Do you have to wear a burqa when you are at home?
It was a legitimate question, coming from peers, sometimes professors and occasionally even friends while I was in college in the United States.
It wasn’t the innocence of the question itself, but rather the oppressive perception that followed which encouraged me to use my lens in order to express the complexity of being a woman in a country like Pakistan.
I wanted to say no, that while some women were painted black head-to-toe, some draped a casual chaddar (shawl) on their heads, some roamed in jeans, while others went to underground parties in skimpy dresses.
I wanted to tell them that the veil in itself was not the greatest symbol of repression, it was the patriarchal mindset of the empowered men and the acquiescing women around me that made it hard to breathe.
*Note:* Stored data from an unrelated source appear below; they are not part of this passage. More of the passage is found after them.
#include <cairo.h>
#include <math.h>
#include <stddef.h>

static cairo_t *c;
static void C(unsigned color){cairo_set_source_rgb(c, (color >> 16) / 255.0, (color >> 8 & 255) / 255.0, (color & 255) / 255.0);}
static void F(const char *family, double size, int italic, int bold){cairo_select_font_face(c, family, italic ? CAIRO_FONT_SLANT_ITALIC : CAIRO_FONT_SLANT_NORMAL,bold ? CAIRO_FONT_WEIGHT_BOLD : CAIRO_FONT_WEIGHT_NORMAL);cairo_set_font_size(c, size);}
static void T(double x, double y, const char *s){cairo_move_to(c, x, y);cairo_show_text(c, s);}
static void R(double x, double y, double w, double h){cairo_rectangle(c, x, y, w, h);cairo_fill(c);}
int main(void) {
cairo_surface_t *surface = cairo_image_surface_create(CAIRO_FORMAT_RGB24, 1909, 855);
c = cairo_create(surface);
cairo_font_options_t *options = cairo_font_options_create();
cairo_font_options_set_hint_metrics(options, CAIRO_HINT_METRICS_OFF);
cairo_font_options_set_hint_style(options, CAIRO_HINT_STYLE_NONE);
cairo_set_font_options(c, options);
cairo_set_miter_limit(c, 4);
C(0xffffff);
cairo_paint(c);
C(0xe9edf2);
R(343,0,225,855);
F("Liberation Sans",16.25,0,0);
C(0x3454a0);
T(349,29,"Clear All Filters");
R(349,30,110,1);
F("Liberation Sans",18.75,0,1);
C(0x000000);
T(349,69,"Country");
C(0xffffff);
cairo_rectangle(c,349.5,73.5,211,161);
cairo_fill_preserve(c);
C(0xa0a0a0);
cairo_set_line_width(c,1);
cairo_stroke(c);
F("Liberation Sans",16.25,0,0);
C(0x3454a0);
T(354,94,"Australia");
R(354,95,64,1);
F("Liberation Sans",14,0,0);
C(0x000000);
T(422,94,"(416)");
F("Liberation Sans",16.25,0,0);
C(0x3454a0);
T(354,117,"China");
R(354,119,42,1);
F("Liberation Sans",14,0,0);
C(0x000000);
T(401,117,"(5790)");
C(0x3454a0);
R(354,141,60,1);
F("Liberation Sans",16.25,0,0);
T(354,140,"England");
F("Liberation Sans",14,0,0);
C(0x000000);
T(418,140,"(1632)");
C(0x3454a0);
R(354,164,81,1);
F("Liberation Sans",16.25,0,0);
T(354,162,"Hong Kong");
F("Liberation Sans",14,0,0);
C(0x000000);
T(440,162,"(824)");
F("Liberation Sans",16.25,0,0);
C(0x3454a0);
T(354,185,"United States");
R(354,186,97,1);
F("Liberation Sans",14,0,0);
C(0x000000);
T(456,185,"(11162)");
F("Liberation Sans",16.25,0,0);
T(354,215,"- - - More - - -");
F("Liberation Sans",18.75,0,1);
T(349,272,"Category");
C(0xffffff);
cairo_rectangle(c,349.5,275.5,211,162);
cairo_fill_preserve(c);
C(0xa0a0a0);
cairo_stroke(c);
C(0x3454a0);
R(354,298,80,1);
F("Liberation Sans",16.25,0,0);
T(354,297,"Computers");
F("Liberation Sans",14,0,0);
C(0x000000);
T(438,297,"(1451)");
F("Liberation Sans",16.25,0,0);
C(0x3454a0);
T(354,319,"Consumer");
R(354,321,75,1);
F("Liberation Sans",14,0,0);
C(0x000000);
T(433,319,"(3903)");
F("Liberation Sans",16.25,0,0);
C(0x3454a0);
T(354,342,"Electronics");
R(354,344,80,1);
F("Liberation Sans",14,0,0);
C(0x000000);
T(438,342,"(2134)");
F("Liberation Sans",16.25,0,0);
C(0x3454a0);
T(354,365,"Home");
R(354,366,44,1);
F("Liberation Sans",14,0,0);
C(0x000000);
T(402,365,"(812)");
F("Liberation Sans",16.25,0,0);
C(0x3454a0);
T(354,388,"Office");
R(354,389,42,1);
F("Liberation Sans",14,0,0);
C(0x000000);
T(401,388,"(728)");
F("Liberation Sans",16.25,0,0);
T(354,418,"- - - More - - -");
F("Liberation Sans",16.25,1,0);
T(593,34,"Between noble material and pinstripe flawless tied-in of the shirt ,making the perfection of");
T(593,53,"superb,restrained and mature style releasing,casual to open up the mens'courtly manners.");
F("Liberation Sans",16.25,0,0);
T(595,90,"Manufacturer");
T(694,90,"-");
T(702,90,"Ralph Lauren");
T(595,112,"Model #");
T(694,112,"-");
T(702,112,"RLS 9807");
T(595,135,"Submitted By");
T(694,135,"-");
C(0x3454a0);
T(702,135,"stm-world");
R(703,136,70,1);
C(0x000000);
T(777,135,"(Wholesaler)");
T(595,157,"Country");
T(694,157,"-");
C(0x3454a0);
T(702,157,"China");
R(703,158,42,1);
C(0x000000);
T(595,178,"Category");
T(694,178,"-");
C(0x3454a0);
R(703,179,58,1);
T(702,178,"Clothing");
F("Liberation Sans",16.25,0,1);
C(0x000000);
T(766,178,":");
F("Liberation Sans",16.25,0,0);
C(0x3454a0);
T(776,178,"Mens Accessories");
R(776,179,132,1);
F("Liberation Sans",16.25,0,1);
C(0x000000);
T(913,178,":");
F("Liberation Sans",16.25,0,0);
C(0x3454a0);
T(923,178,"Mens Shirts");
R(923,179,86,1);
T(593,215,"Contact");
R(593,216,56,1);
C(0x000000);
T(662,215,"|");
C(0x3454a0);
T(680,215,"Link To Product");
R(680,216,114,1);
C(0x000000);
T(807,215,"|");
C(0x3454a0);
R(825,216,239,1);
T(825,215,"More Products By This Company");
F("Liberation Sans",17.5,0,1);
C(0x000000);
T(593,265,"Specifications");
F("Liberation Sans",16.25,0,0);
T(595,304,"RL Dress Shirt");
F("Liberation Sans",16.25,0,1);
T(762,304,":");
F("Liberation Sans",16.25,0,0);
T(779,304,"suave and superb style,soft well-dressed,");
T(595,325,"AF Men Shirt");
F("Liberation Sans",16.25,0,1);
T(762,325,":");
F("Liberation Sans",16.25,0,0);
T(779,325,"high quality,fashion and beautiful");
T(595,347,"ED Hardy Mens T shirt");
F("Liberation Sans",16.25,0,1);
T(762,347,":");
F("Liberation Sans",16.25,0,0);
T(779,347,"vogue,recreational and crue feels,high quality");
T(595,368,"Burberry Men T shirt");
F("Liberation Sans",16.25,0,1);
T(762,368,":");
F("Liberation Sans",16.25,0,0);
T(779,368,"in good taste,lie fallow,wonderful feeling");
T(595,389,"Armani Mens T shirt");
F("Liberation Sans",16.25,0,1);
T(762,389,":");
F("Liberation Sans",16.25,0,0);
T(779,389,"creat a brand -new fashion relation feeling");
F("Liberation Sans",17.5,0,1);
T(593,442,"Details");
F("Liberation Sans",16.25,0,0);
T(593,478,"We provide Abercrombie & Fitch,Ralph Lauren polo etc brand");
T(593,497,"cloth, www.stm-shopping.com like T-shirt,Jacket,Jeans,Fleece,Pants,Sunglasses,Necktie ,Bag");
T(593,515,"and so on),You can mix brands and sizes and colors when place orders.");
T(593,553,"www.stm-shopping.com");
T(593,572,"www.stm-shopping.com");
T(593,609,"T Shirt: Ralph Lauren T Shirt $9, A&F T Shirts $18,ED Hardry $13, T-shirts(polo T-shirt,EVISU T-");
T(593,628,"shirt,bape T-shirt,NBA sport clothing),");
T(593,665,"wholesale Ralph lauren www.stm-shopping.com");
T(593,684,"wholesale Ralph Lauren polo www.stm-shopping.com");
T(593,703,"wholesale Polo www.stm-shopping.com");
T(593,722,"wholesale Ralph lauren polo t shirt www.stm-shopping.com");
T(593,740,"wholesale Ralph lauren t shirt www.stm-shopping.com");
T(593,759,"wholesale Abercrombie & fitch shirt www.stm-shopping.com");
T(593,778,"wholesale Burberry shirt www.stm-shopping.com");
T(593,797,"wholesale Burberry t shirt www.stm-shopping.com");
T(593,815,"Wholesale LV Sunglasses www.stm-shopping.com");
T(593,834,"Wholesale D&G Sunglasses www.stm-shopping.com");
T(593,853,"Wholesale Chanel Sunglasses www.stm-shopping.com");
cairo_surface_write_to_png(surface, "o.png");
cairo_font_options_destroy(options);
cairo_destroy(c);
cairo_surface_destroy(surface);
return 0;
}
I found myself reluctant to agree with the idea of the veil, yet eager to defend its standing because of the quick western dismissal of it.
People see a woman in a scarf and assume that she is oppressed, but to judge a book by its cover seems unfair. Don’t nuns wear head scarves and choose to forgo their sexuality in the name of Christianity?
The women in these images are a fictional portrayal of the empowered Muslim woman, who is strong and beautiful, sensual and confident.
Though belonging to varying faiths, the women in the portraits challenge the perceptions of the West and its biases against head covering in an age when Muslims are seen as the runt of the litter by the western world - whose tolerance seems waning against its quickness to stereotype.